# How to complete this task:
Every line of the material below is to be printed again exactly.

═════ Record extracts

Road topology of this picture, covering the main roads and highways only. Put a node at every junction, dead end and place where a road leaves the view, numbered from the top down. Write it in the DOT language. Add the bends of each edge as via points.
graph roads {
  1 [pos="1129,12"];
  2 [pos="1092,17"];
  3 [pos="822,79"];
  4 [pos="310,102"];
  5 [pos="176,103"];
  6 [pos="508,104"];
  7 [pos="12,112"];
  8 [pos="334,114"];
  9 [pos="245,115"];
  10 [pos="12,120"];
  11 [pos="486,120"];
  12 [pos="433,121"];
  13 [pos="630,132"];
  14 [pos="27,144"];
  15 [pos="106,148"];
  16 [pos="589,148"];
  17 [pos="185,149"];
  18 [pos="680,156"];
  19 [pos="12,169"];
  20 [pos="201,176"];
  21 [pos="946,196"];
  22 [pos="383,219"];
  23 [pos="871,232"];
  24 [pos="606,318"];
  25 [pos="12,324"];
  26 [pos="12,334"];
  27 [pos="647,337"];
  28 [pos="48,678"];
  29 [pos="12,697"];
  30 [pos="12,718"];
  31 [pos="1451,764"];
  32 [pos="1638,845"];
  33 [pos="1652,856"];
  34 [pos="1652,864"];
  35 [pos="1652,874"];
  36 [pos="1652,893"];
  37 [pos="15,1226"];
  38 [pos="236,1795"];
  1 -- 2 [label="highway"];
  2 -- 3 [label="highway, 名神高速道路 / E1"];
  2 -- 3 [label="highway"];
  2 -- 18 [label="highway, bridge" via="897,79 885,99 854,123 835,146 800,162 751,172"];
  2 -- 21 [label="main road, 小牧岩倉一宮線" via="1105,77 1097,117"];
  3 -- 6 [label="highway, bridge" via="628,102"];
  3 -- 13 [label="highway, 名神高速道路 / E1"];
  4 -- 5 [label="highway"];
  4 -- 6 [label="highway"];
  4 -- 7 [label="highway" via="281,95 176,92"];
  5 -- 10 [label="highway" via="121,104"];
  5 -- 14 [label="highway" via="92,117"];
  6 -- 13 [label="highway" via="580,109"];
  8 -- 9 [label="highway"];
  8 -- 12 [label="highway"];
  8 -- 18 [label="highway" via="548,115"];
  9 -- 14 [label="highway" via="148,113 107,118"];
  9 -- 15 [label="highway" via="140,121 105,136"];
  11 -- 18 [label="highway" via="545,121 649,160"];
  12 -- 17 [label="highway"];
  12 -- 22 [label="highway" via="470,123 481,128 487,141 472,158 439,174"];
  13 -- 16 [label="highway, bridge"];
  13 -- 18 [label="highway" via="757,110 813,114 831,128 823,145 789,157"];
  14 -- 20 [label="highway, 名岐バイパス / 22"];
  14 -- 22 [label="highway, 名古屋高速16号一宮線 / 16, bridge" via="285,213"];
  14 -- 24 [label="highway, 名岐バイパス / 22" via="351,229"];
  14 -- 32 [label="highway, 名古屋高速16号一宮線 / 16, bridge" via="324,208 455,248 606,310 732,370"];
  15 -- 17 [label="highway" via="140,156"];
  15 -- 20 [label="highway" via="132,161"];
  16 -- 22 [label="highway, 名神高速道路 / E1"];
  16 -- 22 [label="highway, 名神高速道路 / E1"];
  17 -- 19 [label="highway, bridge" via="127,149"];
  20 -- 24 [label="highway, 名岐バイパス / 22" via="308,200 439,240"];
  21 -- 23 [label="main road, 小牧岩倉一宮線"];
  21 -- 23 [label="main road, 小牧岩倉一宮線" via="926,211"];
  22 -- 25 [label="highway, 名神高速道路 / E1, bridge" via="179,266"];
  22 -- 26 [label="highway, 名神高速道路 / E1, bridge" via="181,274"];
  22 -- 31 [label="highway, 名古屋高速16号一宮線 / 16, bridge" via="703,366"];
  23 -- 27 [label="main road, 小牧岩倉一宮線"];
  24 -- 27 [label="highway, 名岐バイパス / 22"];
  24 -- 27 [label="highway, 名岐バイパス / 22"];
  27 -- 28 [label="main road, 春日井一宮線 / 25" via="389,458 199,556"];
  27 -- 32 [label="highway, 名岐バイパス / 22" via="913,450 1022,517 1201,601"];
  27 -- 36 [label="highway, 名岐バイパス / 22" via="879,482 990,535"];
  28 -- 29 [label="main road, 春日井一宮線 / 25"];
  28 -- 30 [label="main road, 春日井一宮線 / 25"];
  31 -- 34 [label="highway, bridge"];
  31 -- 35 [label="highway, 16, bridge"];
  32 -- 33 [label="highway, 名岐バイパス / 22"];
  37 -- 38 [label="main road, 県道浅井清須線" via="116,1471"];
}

══════════

# Worked solution:
Road topology of this picture, covering the main roads and highways only. Put a node at every junction, dead end and place where a road leaves the view, numbered from the top down. Write it in the DOT language. Add the bends of each edge as via points.
graph roads {
  1 [pos="1129,12"];
  2 [pos="1092,17"];
  3 [pos="822,79"];
  4 [pos="310,102"];
  5 [pos="176,103"];
  6 [pos="508,104"];
  7 [pos="12,112"];
  8 [pos="334,114"];
  9 [pos="245,115"];
  10 [pos="12,120"];
  11 [pos="486,120"];
  12 [pos="433,121"];
  13 [pos="630,132"];
  14 [pos="27,144"];
  15 [pos="106,148"];
  16 [pos="589,148"];
  17 [pos="185,149"];
  18 [pos="680,156"];
  19 [pos="12,169"];
  20 [pos="201,176"];
  21 [pos="946,196"];
  22 [pos="383,219"];
  23 [pos="871,232"];
  24 [pos="606,318"];
  25 [pos="12,324"];
  26 [pos="12,334"];
  27 [pos="647,337"];
  28 [pos="48,678"];
  29 [pos="12,697"];
  30 [pos="12,718"];
  31 [pos="1451,764"];
  32 [pos="1638,845"];
  33 [pos="1652,856"];
  34 [pos="1652,864"];
  35 [pos="1652,874"];
  36 [pos="1652,893"];
  37 [pos="15,1226"];
  38 [pos="236,1795"];
  1 -- 2 [label="highway"];
  2 -- 3 [label="highway, 名神高速道路 / E1"];
  2 -- 3 [label="highway"];
  2 -- 18 [label="highway, bridge" via="897,79 885,99 854,123 835,146 800,162 751,172"];
  2 -- 21 [label="main road, 小牧岩倉一宮線" via="1105,77 1097,117"];
  3 -- 6 [label="highway, bridge" via="628,102"];
  3 -- 13 [label="highway, 名神高速道路 / E1"];
  4 -- 5 [label="highway"];
  4 -- 6 [label="highway"];
  4 -- 7 [label="highway" via="281,95 176,92"];
  5 -- 10 [label="highway" via="121,104"];
  5 -- 14 [label="highway" via="92,117"];
  6 -- 13 [label="highway" via="580,109"];
  8 -- 9 [label="highway"];
  8 -- 12 [label="highway"];
  8 -- 18 [label="highway" via="548,115"];
  9 -- 14 [label="highway" via="148,113 107,118"];
  9 -- 15 [label="highway" via="140,121 105,136"];
  11 -- 18 [label="highway" via="545,121 649,160"];
  12 -- 17 [label="highway"];
  12 -- 22 [label="highway" via="470,123 481,128 487,141 472,158 439,174"];
  13 -- 16 [label="highway, bridge"];
  13 -- 18 [label="highway" via="757,110 813,114 831,128 823,145 789,157"];
  14 -- 20 [label="highway, 名岐バイパス / 22"];
  14 -- 22 [label="highway, 名古屋高速16号一宮線 / 16, bridge" via="285,213"];
  14 -- 24 [label="highway, 名岐バイパス / 22" via="351,229"];
  14 -- 32 [label="highway, 名古屋高速16号一宮線 / 16, bridge" via="324,208 455,248 606,310 732,370"];
  15 -- 17 [label="highway" via="140,156"];
  15 -- 20 [label="highway" via="132,161"];
  16 -- 22 [label="highway, 名神高速道路 / E1"];
  16 -- 22 [label="highway, 名神高速道路 / E1"];
  17 -- 19 [label="highway, bridge" via="127,149"];
  20 -- 24 [label="highway, 名岐バイパス / 22" via="308,200 439,240"];
  21 -- 23 [label="main road, 小牧岩倉一宮線"];
  21 -- 23 [label="main road, 小牧岩倉一宮線" via="926,211"];
  22 -- 25 [label="highway, 名神高速道路 / E1, bridge" via="179,266"];
  22 -- 26 [label="highway, 名神高速道路 / E1, bridge" via="181,274"];
  22 -- 31 [label="highway, 名古屋高速16号一宮線 / 16, bridge" via="703,366"];
  23 -- 27 [label="main road, 小牧岩倉一宮線"];
  24 -- 27 [label="highway, 名岐バイパス / 22"];
  24 -- 27 [label="highway, 名岐バイパス / 22"];
  27 -- 28 [label="main road, 春日井一宮線 / 25" via="389,458 199,556"];
  27 -- 32 [label="highway, 名岐バイパス / 22" via="913,450 1022,517 1201,601"];
  27 -- 36 [label="highway, 名岐バイパス / 22" via="879,482 990,535"];
  28 -- 29 [label="main road, 春日井一宮線 / 25"];
  28 -- 30 [label="main road, 春日井一宮線 / 25"];
  31 -- 34 [label="highway, bridge"];
  31 -- 35 [label="highway, 16, bridge"];
  32 -- 33 [label="highway, 名岐バイパス / 22"];
  37 -- 38 [label="main road, 県道浅井清須線" via="116,1471"];
}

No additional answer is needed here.